REQUIRED ACTION:
Take from the material every line containing the string "panel" and copy it.

MATERIAL PROVIDED:

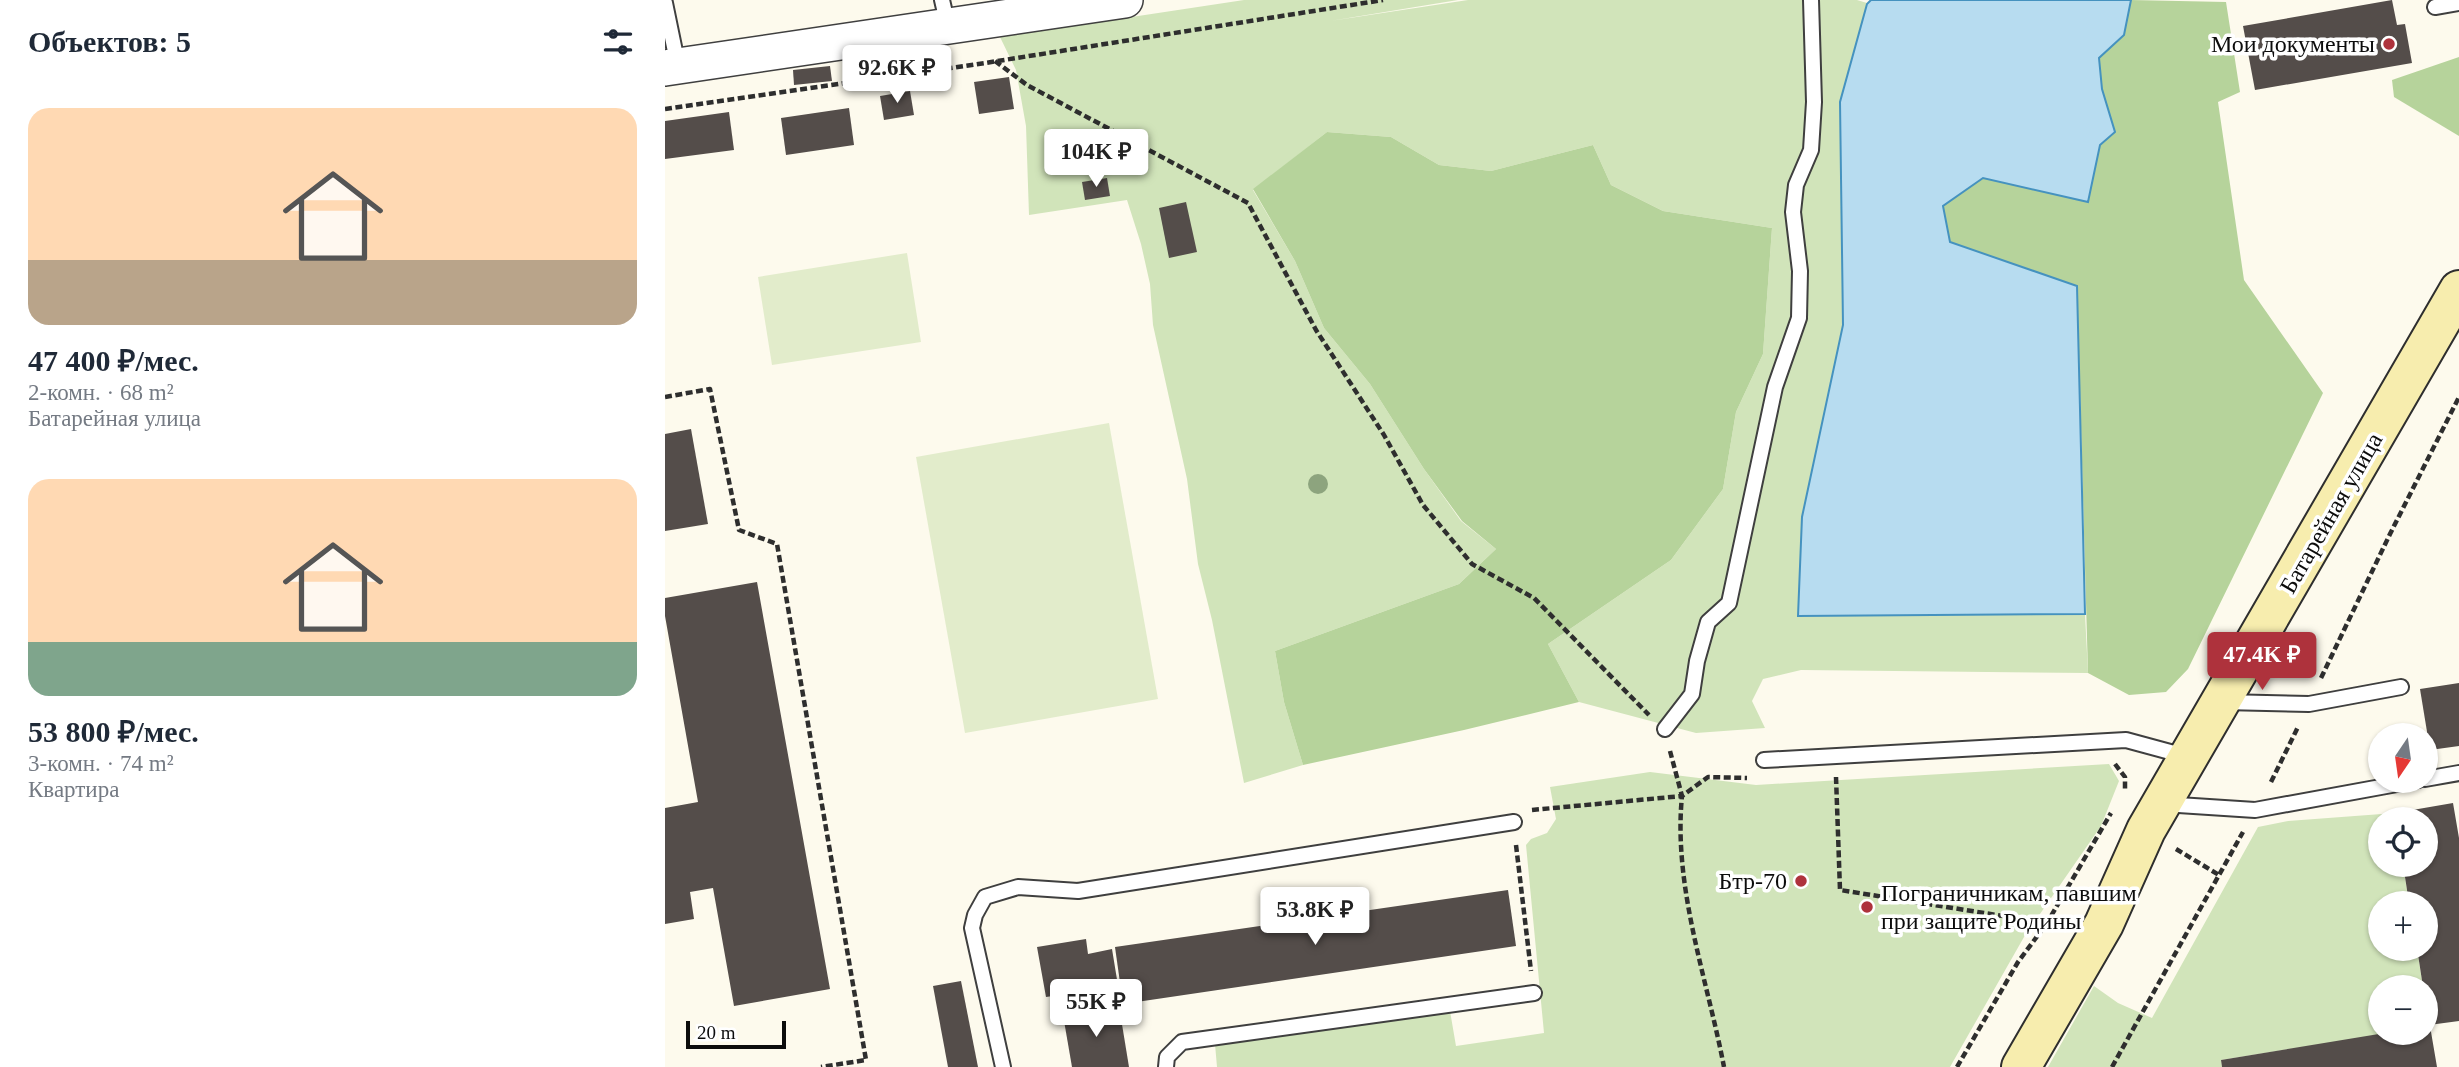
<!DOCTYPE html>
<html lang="ru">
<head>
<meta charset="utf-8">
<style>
  body { margin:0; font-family:"Times New Roman",serif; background:#f2f2f3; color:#1f2937; height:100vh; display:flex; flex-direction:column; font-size:26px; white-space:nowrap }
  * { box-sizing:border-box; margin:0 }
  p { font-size:23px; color:#747a83 }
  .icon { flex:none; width:38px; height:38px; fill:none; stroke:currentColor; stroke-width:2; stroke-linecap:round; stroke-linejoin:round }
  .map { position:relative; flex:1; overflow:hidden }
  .panel { display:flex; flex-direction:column; background:#fff; width:665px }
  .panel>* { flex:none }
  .needle { width:46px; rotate:193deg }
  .controls { position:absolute; left:1703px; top:723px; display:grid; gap:14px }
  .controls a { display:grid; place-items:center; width:70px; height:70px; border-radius:50%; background:#fff; box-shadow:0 2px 5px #0004; font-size:35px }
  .scale { position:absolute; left:21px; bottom:18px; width:100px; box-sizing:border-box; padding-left:7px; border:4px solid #0c0c0c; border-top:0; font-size:19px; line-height:24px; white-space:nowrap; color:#0c0c0c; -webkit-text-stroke:5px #fff; paint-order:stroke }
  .price { position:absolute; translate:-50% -60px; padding:0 16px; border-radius:7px; background:#fff; color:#222; font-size:23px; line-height:46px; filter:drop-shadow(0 2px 4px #0008) }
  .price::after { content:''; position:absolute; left:50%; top:42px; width:21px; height:16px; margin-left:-10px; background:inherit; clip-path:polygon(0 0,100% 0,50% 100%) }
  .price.current { background:#ae323c; color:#fff }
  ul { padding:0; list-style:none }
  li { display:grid; align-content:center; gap:14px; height:371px; padding:0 28px }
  li span { display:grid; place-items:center; height:217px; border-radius:21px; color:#555 }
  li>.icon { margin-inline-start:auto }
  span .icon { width:126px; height:126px; fill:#fffc; stroke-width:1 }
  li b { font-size:30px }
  h2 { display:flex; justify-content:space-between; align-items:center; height:84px; padding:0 28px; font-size:30px }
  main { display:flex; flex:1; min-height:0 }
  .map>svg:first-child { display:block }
  .green { fill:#d1e4ba }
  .forest { fill:#b6d39b }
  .pitch { fill:#e2eccb }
  .water { fill:#b7dcf0; stroke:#4592bf; stroke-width:2 }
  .building { fill:#544d4a }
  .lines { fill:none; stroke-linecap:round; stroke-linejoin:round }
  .service-casing { stroke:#3f3f3f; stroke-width:18 }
  .tertiary-casing { stroke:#3f3f3f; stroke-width:38 }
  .secondary-casing { stroke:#2e2e2e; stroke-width:42 }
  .path { stroke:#2e2e2e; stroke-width:4.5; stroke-dasharray:7 3.5; stroke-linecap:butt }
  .service { stroke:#fff; stroke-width:14 }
  .tertiary { stroke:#fff; stroke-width:35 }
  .secondary { stroke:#f7edae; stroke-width:38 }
  .tree { fill:#8da47e }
  .poi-dot { fill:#ae323c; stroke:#fff; stroke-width:2.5 }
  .labels { text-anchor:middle; stroke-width:7; stroke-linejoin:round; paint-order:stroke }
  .poi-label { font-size:24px; fill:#0c0c0c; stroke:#fff; text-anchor:end }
  .street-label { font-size:24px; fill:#0c0c0c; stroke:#fff }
</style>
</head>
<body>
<main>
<section class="panel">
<h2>Объектов: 5<svg class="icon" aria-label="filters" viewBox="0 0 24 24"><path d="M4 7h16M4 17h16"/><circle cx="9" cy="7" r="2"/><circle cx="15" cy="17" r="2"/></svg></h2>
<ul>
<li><span style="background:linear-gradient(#ffd9b3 70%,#b9a48a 0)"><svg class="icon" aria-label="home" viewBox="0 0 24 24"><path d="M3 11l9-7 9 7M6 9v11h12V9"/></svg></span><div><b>47 400 ₽/мес.</b><p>2-комн. · 68 m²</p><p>Батарейная улица</p></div></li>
<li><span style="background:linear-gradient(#ffd9b3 75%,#7fa58c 0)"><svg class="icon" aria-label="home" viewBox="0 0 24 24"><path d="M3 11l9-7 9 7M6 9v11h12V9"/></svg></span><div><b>53 800 ₽/мес.</b><p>3-комн. · 74 m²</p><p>Квартира</p></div></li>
</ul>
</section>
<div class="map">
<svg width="1794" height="1067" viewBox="0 0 1794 1067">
  <rect width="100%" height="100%" fill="#fdfaed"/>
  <g class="green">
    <path d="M579 0H793L665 21 803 0H1192L1202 3 1175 102 1178 325 1137 517 1134 616 1420 614 1423 673 1136 670 1098 679 1087 701 1100 728 1031 733 914 702 883 644 1006 560 1058 489 1071 412 1098 354 1107 228 998 211 946 185 928 145 826 171 774 165 726 137 662 132 588 190 630 261 659 328 705 384 759 469 796 521 831 549 794 584 610 651 619 702 638 765 579 783 547 620 533 564 522 479 488 325 485 284 476 244 462 200 364 215 361 126 351 70 335 37Z"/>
    <path d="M1444 764 1454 781 1436 826 1359 937 1285 1067H552L550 1044 785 1011 791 1046 879 1033 861 845 866 839 882 833 891 819 885 787 985 772 1091 785Z"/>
    <path d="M1730 813 1731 819H1715V864L1738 865 1744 903H1715V948L1752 949 1758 987H1715V1032L1726 1033 1556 1060 1557 1067H1383L1429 986 1453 1003 1487 1018 1593 827 1623 821Z"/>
  </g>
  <g class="forest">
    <path d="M1466 0 1561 2 1575 92 1553 102 1579 280 1658 393 1523 669 1501 692 1464 695 1423 673 1412 286 1285 242 1278 206 1318 178 1423 201 1435 145 1450 132 1437 89 1433 57 1459 35Z"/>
    <path d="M1794 57V136L1729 97 1727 80Z"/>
    <path d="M662 132 726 137 774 165 826 171 928 145 946 185 998 211 1107 228 1098 354 1071 412 1058 489 1006 560 883 644 914 702 799 730 638 765 619 702 610 651 794 584 831 549 797 521 759 469 705 384 659 328 630 261 588 189Z"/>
  </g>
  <g class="pitch">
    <path d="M242 253 256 342 107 365 93 277Z"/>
    <path d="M444 423 493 699 300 733 251 457Z"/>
  </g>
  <path class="water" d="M1206 0H1466L1459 35 1434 58 1437 89 1450 132 1435 145 1423 202 1318 178 1278 206 1285 242 1412 286 1420 614 1133 616 1137 517 1178 325 1175 102 1202 4Z"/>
  <g class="building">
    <path d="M1727 0 1732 25 1740 24 1747 63 1590 90 1578 26Z"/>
    <path d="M165 66 167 81 129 85 128 70Z"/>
    <path d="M344 77 349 109 314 114 309 82Z"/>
    <path d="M245 91 249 115 219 120 215 96Z"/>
    <path d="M184 108 189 145 121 155 116 118Z"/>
    <path d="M64 112 69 150 0 159V121Z"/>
    <path d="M442 178 445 196 420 200 417 182Z"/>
    <path d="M521 202 532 252 504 258 494 208Z"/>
    <path d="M26 429 43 524 0 531V434Z"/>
    <path d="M92 582 165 989 69 1006 48 888 25 892 29 919 0 924V808L33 802 0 616V598Z"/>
    <path d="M1794 683V746L1765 750 1755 689Z"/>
    <path d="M1788 803 1794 838V1021L1764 1025 1760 987H1758L1752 948H1760V903H1744L1738 864H1760V819H1731L1730 813Z"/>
    <path d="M843 890 851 946 458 1004 450 947Z"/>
    <path d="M421 939 423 954 447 949 456 1004 399 1014 395 995 381 997 372 947Z"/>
    <path d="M296 981 313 1067H283L268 986Z"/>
    <path d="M454 1006 464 1067H407L398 1015Z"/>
    <path d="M1765 1026 1772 1067H1557L1556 1060 1726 1032H1760V1027Z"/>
  </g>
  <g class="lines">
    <defs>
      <g id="service">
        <path d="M277 0 283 26"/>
        <path d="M0 3 13 66"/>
        <path d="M1770 7 1794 3"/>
        <path d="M1558 702 1644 704 1736 687"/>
        <path d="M1000 729 1027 694 1032 661 1043 622 1064 603 1110 387 1134 318 1135 271 1128 212 1131 185 1146 150 1149 102 1146 0"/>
        <path d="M1099 760 1461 740 1520 756"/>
        <path d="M1760 779 1794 773"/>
        <path d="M1498 804 1590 810 1754 780"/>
        <path d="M338 1067 307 928 310 915 320 897 353 887 413 891 849 822"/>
        <path d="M501 1067 502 1057 517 1042 869 993"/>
      </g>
      <path id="tertiary" d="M0 68 460 0"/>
      <path id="secondary" d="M1356 1067 1439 924 1481 830 1794 290"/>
    </defs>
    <use href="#service" class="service-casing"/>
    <use href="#tertiary" class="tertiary-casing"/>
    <use href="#secondary" class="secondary-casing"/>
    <g class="path">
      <path d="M330 61 362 85 583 203 651 330 719 435 758 505 807 564 869 598 984 715"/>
      <path d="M0 109 320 63 718 0"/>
      <path d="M0 397 45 389 74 530 112 544 201 1060 156 1067"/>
      <path d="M1656 678 1725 534 1794 397"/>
      <path d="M1005 751 1017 796 1043 777 1082 778"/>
      <path d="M1450 764 1460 777V790"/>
      <path d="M1171 777 1175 890 1382 923"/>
      <path d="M1606 782 1633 727"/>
      <path d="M867 810 1017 796C1008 887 1042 978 1059 1067"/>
      <path d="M851 845 866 971"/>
      <path d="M1511 849 1554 875"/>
      <path d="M1292 1067 1353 962 1382 923 1446 813"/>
      <path d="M1447 1067 1578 832"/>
    </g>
    <use href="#service" class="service"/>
    <use href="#tertiary" class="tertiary"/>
    <use href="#secondary" class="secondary"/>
  </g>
  <circle class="tree" cx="653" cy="484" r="10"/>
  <g class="poi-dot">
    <circle cx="1724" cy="44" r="7"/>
    <circle cx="1136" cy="881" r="7"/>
    <circle cx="1202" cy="907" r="7"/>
  </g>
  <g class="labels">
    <g class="poi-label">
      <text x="1710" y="52">Мои документы</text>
      <text x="1122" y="889">Бтр-70</text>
      <text x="1216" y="901" text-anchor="start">Пограничникам, павшим<tspan x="1216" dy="28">при защите Родины</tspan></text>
    </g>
    <g class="street-label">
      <text transform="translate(1666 513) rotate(-60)" y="8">Батарейная улица</text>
    </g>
  </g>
</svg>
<div class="controls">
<a><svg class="needle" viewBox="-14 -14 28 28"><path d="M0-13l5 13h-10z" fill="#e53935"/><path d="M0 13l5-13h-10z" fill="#747a83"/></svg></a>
<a><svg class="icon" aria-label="locate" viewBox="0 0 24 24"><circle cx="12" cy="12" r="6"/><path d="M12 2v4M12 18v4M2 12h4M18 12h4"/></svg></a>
<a>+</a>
<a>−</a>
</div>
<div class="scale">20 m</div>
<b class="price" style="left:232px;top:105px">92.6K ₽</b>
<b class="price" style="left:431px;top:189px">104K ₽</b>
<b class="price current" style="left:1597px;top:692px">47.4K ₽</b>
<b class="price" style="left:650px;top:947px">53.8K ₽</b>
<b class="price" style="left:431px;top:1039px">55K ₽</b>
</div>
</main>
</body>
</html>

TASK RESULT:
  .panel { display:flex; flex-direction:column; background:#fff; width:665px }
  .panel>* { flex:none }
<section class="panel">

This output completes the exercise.